■ About this exercise: Lines containing the word "عبدالله" in the data below: say how many, with no other text.

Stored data
□ □ □ □ □
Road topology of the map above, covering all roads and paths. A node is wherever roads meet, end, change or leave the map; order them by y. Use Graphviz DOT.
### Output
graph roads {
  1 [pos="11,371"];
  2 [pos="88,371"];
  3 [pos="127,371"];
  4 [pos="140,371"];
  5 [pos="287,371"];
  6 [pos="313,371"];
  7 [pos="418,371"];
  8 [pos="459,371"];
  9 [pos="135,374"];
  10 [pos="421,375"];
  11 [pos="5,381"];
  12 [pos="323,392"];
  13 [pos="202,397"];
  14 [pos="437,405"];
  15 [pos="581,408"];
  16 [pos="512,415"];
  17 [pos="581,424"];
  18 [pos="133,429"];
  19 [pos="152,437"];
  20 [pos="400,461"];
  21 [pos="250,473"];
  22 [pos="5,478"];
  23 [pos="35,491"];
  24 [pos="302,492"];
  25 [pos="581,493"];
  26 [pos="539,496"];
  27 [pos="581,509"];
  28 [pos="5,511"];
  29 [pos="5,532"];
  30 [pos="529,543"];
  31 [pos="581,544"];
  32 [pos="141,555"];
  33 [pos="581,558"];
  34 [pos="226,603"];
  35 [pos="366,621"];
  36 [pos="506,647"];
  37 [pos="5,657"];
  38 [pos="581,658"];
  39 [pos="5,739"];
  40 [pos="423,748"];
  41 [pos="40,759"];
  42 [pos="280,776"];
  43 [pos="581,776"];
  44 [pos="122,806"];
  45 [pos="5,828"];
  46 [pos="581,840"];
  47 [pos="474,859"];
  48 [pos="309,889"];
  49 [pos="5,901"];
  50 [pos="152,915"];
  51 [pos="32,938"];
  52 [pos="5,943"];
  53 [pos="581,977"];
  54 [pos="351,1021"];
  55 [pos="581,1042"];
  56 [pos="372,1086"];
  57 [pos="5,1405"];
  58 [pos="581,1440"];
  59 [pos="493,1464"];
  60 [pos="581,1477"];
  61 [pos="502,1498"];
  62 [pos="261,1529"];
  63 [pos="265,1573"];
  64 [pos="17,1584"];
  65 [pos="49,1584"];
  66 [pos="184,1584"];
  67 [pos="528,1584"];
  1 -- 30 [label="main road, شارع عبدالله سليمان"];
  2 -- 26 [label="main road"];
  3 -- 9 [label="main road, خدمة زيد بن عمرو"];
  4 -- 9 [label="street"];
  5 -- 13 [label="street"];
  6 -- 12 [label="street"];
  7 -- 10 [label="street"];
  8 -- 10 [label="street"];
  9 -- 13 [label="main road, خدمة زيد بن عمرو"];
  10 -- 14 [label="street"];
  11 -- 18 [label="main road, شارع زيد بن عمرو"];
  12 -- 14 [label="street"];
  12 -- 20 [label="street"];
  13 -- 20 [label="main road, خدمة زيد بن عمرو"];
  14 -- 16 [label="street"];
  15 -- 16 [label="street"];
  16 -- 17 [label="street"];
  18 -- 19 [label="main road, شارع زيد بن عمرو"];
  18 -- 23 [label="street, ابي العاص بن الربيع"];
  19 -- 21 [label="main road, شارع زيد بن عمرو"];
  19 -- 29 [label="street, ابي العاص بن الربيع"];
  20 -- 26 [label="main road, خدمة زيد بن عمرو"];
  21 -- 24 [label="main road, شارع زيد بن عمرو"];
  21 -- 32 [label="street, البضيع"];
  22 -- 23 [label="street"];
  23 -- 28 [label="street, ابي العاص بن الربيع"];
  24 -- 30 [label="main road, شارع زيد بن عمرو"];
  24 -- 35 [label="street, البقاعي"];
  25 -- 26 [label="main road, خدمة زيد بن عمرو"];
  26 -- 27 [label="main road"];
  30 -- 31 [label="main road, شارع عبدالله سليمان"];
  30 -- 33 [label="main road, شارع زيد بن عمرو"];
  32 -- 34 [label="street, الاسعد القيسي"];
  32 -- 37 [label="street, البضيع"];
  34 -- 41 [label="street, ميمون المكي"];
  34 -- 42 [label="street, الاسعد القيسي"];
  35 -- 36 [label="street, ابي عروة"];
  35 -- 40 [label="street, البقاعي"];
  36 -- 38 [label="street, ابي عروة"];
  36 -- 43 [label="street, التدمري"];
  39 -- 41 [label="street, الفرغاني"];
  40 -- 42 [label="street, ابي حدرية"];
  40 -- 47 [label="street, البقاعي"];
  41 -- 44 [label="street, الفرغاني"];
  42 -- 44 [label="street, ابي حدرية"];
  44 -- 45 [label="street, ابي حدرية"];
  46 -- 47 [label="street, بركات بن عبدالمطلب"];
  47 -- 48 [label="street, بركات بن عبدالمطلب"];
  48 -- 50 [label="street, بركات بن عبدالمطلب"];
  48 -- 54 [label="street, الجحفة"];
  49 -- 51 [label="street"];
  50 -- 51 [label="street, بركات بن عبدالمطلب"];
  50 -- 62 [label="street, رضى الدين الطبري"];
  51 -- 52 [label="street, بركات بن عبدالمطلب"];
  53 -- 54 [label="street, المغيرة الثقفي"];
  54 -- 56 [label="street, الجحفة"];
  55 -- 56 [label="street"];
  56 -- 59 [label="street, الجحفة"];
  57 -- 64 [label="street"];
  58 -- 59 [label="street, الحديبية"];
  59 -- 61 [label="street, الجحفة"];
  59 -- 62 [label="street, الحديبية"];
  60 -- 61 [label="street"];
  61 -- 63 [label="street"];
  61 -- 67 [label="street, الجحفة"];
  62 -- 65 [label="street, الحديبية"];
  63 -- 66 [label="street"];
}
□ □ □ □ □
■ Final answer: 2